[Data extracted from a collection]
++++++

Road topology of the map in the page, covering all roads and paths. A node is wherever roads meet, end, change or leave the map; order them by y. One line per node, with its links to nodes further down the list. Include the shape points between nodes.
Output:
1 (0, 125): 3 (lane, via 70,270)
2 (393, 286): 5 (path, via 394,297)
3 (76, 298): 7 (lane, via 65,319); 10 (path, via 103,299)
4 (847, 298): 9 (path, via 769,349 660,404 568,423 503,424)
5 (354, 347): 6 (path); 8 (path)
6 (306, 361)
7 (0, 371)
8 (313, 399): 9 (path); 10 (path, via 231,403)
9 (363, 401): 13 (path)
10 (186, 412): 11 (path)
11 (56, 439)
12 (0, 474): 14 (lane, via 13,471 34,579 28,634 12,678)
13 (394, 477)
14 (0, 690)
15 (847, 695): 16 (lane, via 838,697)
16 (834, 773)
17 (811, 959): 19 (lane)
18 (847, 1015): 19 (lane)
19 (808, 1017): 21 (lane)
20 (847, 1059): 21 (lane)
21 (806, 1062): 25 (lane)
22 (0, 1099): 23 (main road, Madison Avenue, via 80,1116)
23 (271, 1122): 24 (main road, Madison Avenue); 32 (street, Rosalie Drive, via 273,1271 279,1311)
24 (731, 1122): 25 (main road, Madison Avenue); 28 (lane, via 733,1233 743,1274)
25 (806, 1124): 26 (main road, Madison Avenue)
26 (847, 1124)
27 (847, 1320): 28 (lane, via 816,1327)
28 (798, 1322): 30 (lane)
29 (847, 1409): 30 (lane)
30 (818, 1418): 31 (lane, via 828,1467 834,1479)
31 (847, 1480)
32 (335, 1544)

++++++

Task goal – The response should consist of all the entries, copied without any alteration.

Task output –
Road topology of the map in the page, covering all roads and paths. A node is wherever roads meet, end, change or leave the map; order them by y. One line per node, with its links to nodes further down the list. Include the shape points between nodes.
Output:
1 (0, 125): 3 (lane, via 70,270)
2 (393, 286): 5 (path, via 394,297)
3 (76, 298): 7 (lane, via 65,319); 10 (path, via 103,299)
4 (847, 298): 9 (path, via 769,349 660,404 568,423 503,424)
5 (354, 347): 6 (path); 8 (path)
6 (306, 361)
7 (0, 371)
8 (313, 399): 9 (path); 10 (path, via 231,403)
9 (363, 401): 13 (path)
10 (186, 412): 11 (path)
11 (56, 439)
12 (0, 474): 14 (lane, via 13,471 34,579 28,634 12,678)
13 (394, 477)
14 (0, 690)
15 (847, 695): 16 (lane, via 838,697)
16 (834, 773)
17 (811, 959): 19 (lane)
18 (847, 1015): 19 (lane)
19 (808, 1017): 21 (lane)
20 (847, 1059): 21 (lane)
21 (806, 1062): 25 (lane)
22 (0, 1099): 23 (main road, Madison Avenue, via 80,1116)
23 (271, 1122): 24 (main road, Madison Avenue); 32 (street, Rosalie Drive, via 273,1271 279,1311)
24 (731, 1122): 25 (main road, Madison Avenue); 28 (lane, via 733,1233 743,1274)
25 (806, 1124): 26 (main road, Madison Avenue)
26 (847, 1124)
27 (847, 1320): 28 (lane, via 816,1327)
28 (798, 1322): 30 (lane)
29 (847, 1409): 30 (lane)
30 (818, 1418): 31 (lane, via 828,1467 834,1479)
31 (847, 1480)
32 (335, 1544)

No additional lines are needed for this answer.